→ The problem:
Please print out every entry below, verbatim.

→ Extracted material:
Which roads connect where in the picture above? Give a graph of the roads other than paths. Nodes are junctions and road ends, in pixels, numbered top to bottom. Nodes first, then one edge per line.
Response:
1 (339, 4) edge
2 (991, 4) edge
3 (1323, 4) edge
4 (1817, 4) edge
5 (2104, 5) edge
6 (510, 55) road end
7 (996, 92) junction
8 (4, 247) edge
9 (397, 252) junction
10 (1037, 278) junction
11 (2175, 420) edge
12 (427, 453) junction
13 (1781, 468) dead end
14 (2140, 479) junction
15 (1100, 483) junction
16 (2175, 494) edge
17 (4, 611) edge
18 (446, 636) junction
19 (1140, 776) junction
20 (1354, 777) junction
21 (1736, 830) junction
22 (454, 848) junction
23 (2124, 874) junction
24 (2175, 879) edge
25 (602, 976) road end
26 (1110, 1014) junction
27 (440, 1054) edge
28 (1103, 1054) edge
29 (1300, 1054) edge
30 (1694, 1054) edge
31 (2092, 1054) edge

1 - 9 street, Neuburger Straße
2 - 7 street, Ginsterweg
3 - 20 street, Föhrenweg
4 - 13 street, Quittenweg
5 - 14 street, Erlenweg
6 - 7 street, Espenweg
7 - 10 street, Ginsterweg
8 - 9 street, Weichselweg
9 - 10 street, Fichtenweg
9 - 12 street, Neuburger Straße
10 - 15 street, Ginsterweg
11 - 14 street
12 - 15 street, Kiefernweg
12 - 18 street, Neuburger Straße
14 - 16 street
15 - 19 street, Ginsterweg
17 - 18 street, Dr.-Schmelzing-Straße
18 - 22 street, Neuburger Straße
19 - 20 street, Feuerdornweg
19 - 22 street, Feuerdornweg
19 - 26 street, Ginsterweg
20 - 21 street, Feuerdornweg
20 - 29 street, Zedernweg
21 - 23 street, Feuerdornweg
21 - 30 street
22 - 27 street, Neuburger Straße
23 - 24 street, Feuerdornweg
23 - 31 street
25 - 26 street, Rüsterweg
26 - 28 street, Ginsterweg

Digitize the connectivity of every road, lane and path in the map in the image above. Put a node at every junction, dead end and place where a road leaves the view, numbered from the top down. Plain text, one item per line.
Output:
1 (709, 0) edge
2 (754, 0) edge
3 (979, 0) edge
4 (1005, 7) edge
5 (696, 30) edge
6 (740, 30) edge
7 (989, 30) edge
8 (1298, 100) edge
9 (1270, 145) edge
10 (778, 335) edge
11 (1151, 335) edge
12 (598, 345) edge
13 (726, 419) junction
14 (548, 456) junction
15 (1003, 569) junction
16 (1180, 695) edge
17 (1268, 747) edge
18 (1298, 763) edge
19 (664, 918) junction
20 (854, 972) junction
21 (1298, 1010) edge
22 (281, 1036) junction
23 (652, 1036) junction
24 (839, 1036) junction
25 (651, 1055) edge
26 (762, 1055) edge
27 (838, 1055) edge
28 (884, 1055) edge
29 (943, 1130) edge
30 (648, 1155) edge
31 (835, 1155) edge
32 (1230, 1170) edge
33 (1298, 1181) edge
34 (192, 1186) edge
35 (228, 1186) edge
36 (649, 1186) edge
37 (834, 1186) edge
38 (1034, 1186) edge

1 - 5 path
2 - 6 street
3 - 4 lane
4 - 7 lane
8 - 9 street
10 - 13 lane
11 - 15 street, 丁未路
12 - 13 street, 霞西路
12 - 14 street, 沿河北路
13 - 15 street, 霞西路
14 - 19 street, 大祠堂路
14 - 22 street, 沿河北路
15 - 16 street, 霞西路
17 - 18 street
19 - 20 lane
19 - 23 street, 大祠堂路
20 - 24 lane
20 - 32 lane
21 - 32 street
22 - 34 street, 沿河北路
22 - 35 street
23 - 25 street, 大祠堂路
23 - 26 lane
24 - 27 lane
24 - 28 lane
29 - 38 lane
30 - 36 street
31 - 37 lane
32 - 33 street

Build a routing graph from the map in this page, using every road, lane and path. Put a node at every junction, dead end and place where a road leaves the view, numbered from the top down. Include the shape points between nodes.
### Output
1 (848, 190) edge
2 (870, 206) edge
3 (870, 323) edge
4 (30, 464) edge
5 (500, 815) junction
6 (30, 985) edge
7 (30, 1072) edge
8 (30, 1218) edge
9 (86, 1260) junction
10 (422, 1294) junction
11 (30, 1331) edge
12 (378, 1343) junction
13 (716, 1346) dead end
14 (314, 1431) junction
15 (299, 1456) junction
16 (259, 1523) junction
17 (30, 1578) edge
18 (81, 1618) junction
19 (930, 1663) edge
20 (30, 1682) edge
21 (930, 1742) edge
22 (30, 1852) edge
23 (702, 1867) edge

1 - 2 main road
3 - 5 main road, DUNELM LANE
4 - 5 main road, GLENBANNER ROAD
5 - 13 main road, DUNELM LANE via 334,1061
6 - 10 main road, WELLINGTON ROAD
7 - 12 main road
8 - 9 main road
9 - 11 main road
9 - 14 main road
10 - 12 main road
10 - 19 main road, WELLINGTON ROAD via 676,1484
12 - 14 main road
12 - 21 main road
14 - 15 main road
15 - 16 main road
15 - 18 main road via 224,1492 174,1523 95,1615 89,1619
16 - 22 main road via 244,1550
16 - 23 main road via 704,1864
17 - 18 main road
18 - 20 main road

→ Answer space:
Which roads connect where in the picture above? Give a graph of the roads other than paths. Nodes are junctions and road ends, in pixels, numbered top to bottom. Nodes first, then one edge per line.
Response:
1 (339, 4) edge
2 (991, 4) edge
3 (1323, 4) edge
4 (1817, 4) edge
5 (2104, 5) edge
6 (510, 55) road end
7 (996, 92) junction
8 (4, 247) edge
9 (397, 252) junction
10 (1037, 278) junction
11 (2175, 420) edge
12 (427, 453) junction
13 (1781, 468) dead end
14 (2140, 479) junction
15 (1100, 483) junction
16 (2175, 494) edge
17 (4, 611) edge
18 (446, 636) junction
19 (1140, 776) junction
20 (1354, 777) junction
21 (1736, 830) junction
22 (454, 848) junction
23 (2124, 874) junction
24 (2175, 879) edge
25 (602, 976) road end
26 (1110, 1014) junction
27 (440, 1054) edge
28 (1103, 1054) edge
29 (1300, 1054) edge
30 (1694, 1054) edge
31 (2092, 1054) edge

1 - 9 street, Neuburger Straße
2 - 7 street, Ginsterweg
3 - 20 street, Föhrenweg
4 - 13 street, Quittenweg
5 - 14 street, Erlenweg
6 - 7 street, Espenweg
7 - 10 street, Ginsterweg
8 - 9 street, Weichselweg
9 - 10 street, Fichtenweg
9 - 12 street, Neuburger Straße
10 - 15 street, Ginsterweg
11 - 14 street
12 - 15 street, Kiefernweg
12 - 18 street, Neuburger Straße
14 - 16 street
15 - 19 street, Ginsterweg
17 - 18 street, Dr.-Schmelzing-Straße
18 - 22 street, Neuburger Straße
19 - 20 street, Feuerdornweg
19 - 22 street, Feuerdornweg
19 - 26 street, Ginsterweg
20 - 21 street, Feuerdornweg
20 - 29 street, Zedernweg
21 - 23 street, Feuerdornweg
21 - 30 street
22 - 27 street, Neuburger Straße
23 - 24 street, Feuerdornweg
23 - 31 street
25 - 26 street, Rüsterweg
26 - 28 street, Ginsterweg

Digitize the connectivity of every road, lane and path in the map in the image above. Put a node at every junction, dead end and place where a road leaves the view, numbered from the top down. Plain text, one item per line.
Output:
1 (709, 0) edge
2 (754, 0) edge
3 (979, 0) edge
4 (1005, 7) edge
5 (696, 30) edge
6 (740, 30) edge
7 (989, 30) edge
8 (1298, 100) edge
9 (1270, 145) edge
10 (778, 335) edge
11 (1151, 335) edge
12 (598, 345) edge
13 (726, 419) junction
14 (548, 456) junction
15 (1003, 569) junction
16 (1180, 695) edge
17 (1268, 747) edge
18 (1298, 763) edge
19 (664, 918) junction
20 (854, 972) junction
21 (1298, 1010) edge
22 (281, 1036) junction
23 (652, 1036) junction
24 (839, 1036) junction
25 (651, 1055) edge
26 (762, 1055) edge
27 (838, 1055) edge
28 (884, 1055) edge
29 (943, 1130) edge
30 (648, 1155) edge
31 (835, 1155) edge
32 (1230, 1170) edge
33 (1298, 1181) edge
34 (192, 1186) edge
35 (228, 1186) edge
36 (649, 1186) edge
37 (834, 1186) edge
38 (1034, 1186) edge

1 - 5 path
2 - 6 street
3 - 4 lane
4 - 7 lane
8 - 9 street
10 - 13 lane
11 - 15 street, 丁未路
12 - 13 street, 霞西路
12 - 14 street, 沿河北路
13 - 15 street, 霞西路
14 - 19 street, 大祠堂路
14 - 22 street, 沿河北路
15 - 16 street, 霞西路
17 - 18 street
19 - 20 lane
19 - 23 street, 大祠堂路
20 - 24 lane
20 - 32 lane
21 - 32 street
22 - 34 street, 沿河北路
22 - 35 street
23 - 25 street, 大祠堂路
23 - 26 lane
24 - 27 lane
24 - 28 lane
29 - 38 lane
30 - 36 street
31 - 37 lane
32 - 33 street

Build a routing graph from the map in this page, using every road, lane and path. Put a node at every junction, dead end and place where a road leaves the view, numbered from the top down. Include the shape points between nodes.
### Output
1 (848, 190) edge
2 (870, 206) edge
3 (870, 323) edge
4 (30, 464) edge
5 (500, 815) junction
6 (30, 985) edge
7 (30, 1072) edge
8 (30, 1218) edge
9 (86, 1260) junction
10 (422, 1294) junction
11 (30, 1331) edge
12 (378, 1343) junction
13 (716, 1346) dead end
14 (314, 1431) junction
15 (299, 1456) junction
16 (259, 1523) junction
17 (30, 1578) edge
18 (81, 1618) junction
19 (930, 1663) edge
20 (30, 1682) edge
21 (930, 1742) edge
22 (30, 1852) edge
23 (702, 1867) edge

1 - 2 main road
3 - 5 main road, DUNELM LANE
4 - 5 main road, GLENBANNER ROAD
5 - 13 main road, DUNELM LANE via 334,1061
6 - 10 main road, WELLINGTON ROAD
7 - 12 main road
8 - 9 main road
9 - 11 main road
9 - 14 main road
10 - 12 main road
10 - 19 main road, WELLINGTON ROAD via 676,1484
12 - 14 main road
12 - 21 main road
14 - 15 main road
15 - 16 main road
15 - 18 main road via 224,1492 174,1523 95,1615 89,1619
16 - 22 main road via 244,1550
16 - 23 main road via 704,1864
17 - 18 main road
18 - 20 main road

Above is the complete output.